- TASK TO CARRY OUT -
Extract each line holding the word "Itaquaquecetuba" from the entries.

[Stored data]
* * *
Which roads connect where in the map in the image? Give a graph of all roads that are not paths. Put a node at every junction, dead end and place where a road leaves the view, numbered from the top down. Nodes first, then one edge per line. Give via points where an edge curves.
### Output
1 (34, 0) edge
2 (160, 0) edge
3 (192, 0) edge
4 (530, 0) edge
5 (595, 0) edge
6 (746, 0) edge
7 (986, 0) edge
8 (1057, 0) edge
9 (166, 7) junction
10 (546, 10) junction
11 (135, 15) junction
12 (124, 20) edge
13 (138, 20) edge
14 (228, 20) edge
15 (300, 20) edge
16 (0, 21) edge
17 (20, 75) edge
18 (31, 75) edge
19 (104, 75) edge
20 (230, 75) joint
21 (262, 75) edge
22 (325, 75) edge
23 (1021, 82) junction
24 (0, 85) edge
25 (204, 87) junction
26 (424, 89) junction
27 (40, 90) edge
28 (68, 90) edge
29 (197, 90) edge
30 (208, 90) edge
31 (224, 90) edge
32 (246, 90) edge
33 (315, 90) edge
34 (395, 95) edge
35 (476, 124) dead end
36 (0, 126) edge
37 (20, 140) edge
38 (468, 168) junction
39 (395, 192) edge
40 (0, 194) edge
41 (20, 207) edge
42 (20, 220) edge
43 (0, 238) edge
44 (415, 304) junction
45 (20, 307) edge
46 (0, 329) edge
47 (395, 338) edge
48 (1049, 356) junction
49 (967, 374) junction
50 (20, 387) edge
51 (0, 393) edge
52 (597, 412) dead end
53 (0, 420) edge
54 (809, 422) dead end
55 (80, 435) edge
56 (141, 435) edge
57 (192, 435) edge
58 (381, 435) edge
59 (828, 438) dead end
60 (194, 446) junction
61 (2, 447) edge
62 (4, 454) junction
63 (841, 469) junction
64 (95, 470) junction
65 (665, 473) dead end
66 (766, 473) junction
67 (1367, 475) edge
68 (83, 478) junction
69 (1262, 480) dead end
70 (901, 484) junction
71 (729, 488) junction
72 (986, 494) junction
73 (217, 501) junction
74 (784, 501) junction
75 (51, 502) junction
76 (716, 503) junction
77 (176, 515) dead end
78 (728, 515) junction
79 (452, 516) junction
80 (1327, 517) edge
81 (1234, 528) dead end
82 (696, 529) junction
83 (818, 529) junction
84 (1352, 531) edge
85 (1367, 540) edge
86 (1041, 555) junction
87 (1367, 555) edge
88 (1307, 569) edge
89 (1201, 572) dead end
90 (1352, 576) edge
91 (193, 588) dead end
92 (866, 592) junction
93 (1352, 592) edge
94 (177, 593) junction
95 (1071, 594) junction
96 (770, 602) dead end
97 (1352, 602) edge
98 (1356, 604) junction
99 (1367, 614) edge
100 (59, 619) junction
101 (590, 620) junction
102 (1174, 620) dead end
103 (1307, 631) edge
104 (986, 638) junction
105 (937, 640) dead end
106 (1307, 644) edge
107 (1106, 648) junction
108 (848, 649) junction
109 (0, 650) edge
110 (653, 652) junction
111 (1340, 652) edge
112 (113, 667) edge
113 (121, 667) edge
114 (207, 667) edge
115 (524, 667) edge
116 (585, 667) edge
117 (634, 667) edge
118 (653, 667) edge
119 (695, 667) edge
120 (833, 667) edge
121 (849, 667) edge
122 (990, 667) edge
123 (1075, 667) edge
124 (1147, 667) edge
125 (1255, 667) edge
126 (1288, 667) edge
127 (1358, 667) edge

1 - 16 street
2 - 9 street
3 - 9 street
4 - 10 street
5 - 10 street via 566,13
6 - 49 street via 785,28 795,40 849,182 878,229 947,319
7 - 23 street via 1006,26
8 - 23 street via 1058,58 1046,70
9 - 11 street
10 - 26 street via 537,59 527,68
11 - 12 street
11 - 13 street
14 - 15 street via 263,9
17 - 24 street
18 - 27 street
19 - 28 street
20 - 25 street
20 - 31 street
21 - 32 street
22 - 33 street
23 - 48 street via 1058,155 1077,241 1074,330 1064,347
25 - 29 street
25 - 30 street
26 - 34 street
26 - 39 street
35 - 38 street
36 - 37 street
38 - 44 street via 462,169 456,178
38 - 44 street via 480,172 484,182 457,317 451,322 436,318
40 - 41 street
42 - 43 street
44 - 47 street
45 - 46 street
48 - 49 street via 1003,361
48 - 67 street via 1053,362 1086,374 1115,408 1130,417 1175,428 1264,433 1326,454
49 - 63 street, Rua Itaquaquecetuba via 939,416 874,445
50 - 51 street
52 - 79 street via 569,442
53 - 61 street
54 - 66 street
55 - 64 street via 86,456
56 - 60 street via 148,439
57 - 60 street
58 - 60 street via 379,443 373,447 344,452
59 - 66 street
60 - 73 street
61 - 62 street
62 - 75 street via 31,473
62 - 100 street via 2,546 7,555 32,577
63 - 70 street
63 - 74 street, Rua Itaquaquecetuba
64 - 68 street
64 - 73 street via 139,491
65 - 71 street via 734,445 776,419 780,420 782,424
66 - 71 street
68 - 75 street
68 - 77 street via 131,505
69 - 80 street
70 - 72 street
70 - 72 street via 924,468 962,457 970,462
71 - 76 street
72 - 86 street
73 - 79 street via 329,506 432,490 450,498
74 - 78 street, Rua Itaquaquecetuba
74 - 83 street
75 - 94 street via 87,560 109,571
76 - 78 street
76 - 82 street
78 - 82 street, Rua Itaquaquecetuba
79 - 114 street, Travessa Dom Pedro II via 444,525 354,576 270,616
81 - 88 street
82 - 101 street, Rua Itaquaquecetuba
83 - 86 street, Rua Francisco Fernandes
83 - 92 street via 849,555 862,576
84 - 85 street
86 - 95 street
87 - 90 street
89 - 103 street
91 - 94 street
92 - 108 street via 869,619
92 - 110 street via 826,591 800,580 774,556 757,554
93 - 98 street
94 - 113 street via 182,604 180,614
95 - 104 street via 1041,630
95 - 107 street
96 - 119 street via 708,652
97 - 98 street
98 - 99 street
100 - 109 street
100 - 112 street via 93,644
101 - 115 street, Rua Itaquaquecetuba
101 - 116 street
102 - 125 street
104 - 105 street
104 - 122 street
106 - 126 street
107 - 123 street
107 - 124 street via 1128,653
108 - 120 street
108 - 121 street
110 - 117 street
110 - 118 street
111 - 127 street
* * *
- FINAL ANSWER -
49 - 63 street, Rua Itaquaquecetuba via 939,416 874,445
63 - 74 street, Rua Itaquaquecetuba
74 - 78 street, Rua Itaquaquecetuba
78 - 82 street, Rua Itaquaquecetuba
82 - 101 street, Rua Itaquaquecetuba
101 - 115 street, Rua Itaquaquecetuba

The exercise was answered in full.